In 2006, when I was finishing work on a lengthy book, I spent nearly a week combing through the final draft finding topics and building an index. Then I submitted it for review. When it came back and final corrections and additions were made, all of the page numbering was thrown off. I needed to painstakingly go through the whole index, renumbering everything.

I wanted to design a way, within the BLUEPHRASE language, to alleviate this tedium while addressing all of the other indexing needs. It was important to me that indexing wasn't an afterthought and wasn't delayed until the very end of the project. (I suspected that indexes were often dropped from consideration only because publishing deadlines couldn't wait any longer.)

The indexmark syntax that I settled on was intentionally designed to be as light as possible, so that reading a manuscript with lots of indexmarks wouldn't be unpleasant. When I designed the other doppelmarks, I purposely set aside square brackets for use with indexmarks, because I felt that visually they were less obnoxious than asterisks or curly braces or vertical bars or any other doubled-up punctuation mark. In terms of simple readability, indexmarks consisting of opening and closing brackets [[...]] were a good choice.

Between each indexmark pair I needed to provide support for four distinct types of entries which the builder algorithm would recognize. These were the defining entry, unmarked entries, secondary entries, and cross-reference entries.

Defining entries would appear as a top-level topic, alphabetically ordered within the final index. The other three types of entries would each be subordinate to it. The syntax consisted of the topic identifier (prefixed with a full-stop), and the word or short phrase for the topic as it would appear in both the body of the book and in the index. What made this a defining entry was that the word or short phrase was enclosed in apostrophes '...'.

Unmarked entries only needed to have a topic identifier between the indexmarks. The builder would create hyperlinks for each unmarked entry from the index to the place in the book where the indexmark occurred.

Secondary entries would also be subordinate to the defining entry, but they would have their own word or phrase which refined the meaning or context of the topic. The builder would recognize a secondary entry by the appearance of the word or phrase enclosed in parentheses (...).

Cross-reference entries, would appear in the final index as a "see also" entry. They consisted of two topic identifiers placed between the indexmarks, with no other word or phrase being needed.

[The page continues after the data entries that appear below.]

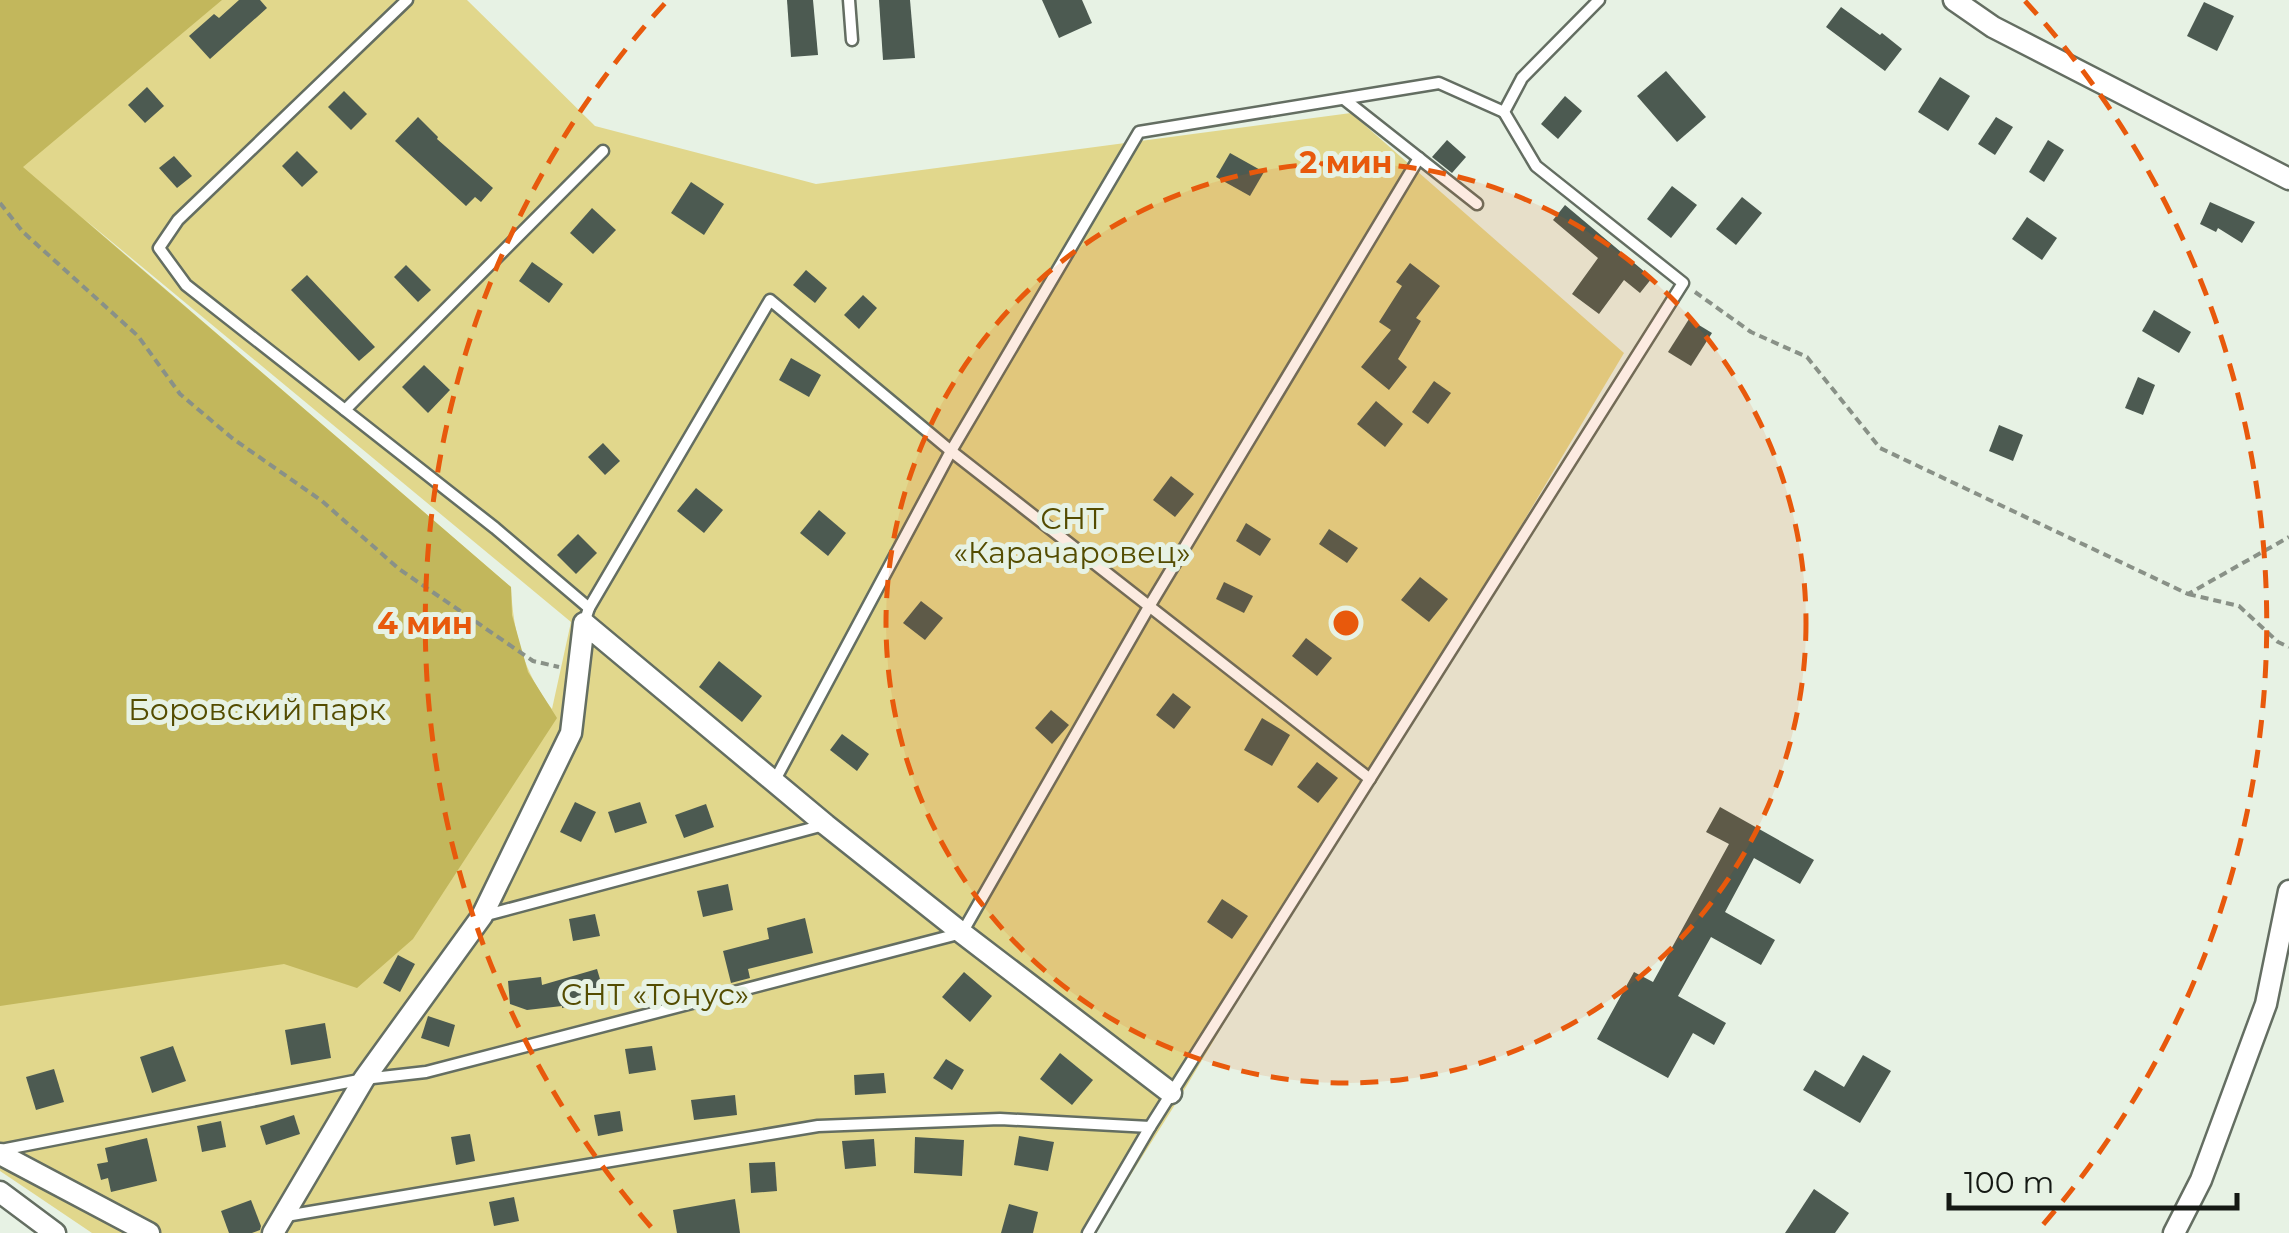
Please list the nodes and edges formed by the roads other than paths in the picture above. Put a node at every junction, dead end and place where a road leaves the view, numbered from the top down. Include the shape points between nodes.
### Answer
1 (407, 0) edge
2 (848, 0) edge
3 (1599, 0) edge
4 (1954, 0) edge
5 (852, 40) dead end
6 (1344, 99) junction
7 (1504, 112) junction
8 (603, 151) dead end
9 (1420, 158) junction
10 (2289, 179) edge
11 (1477, 204) dead end
12 (345, 410) junction
13 (950, 451) junction
14 (1150, 605) junction
15 (586, 616) junction
16 (1370, 779) junction
17 (775, 780) junction
18 (826, 824) junction
19 (2289, 890) edge
20 (482, 916) junction
21 (962, 933) junction
22 (364, 1079) junction
23 (1171, 1093) junction
24 (1150, 1127) junction
25 (0, 1152) edge
26 (0, 1192) edge
27 (279, 1224) edge
28 (55, 1233) edge
29 (149, 1233) edge
30 (1088, 1233) edge
31 (2174, 1233) edge

1 - 12 lane via 178,220 159,248 186,285
2 - 5 lane
3 - 7 lane via 1522,78
4 - 10 street via 1993,27
6 - 7 lane via 1438,83
6 - 9 lane
6 - 13 lane via 1139,132
7 - 16 lane via 1536,166 1684,284
8 - 12 lane
9 - 11 lane
9 - 14 lane
12 - 15 lane via 495,528
13 - 14 lane
13 - 15 lane via 770,300
13 - 17 lane
14 - 16 lane
14 - 21 lane
15 - 17 street
15 - 20 street via 572,733
16 - 23 lane
17 - 18 street
18 - 20 lane
18 - 21 street
19 - 31 street via 2266,1004 2201,1180
20 - 22 street
21 - 22 lane via 426,1072
21 - 23 street
22 - 25 lane
22 - 27 street
23 - 24 lane
24 - 27 lane via 1000,1119 818,1126
24 - 30 lane
25 - 29 street
26 - 28 street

I consider the work I put into these five doppelmarks to be a major step forward for writers. They make it easy to assemble landmark sections such as glossaries, references cited, endnotes, and indexes. They remove much of the tedium surrounding the ordering and numbering and hyperlinking needed to create those landmark sections. And they allow the author to deal with these details when they are fresh, rather than putting them into a pending state, and keeping their assembly in suspense.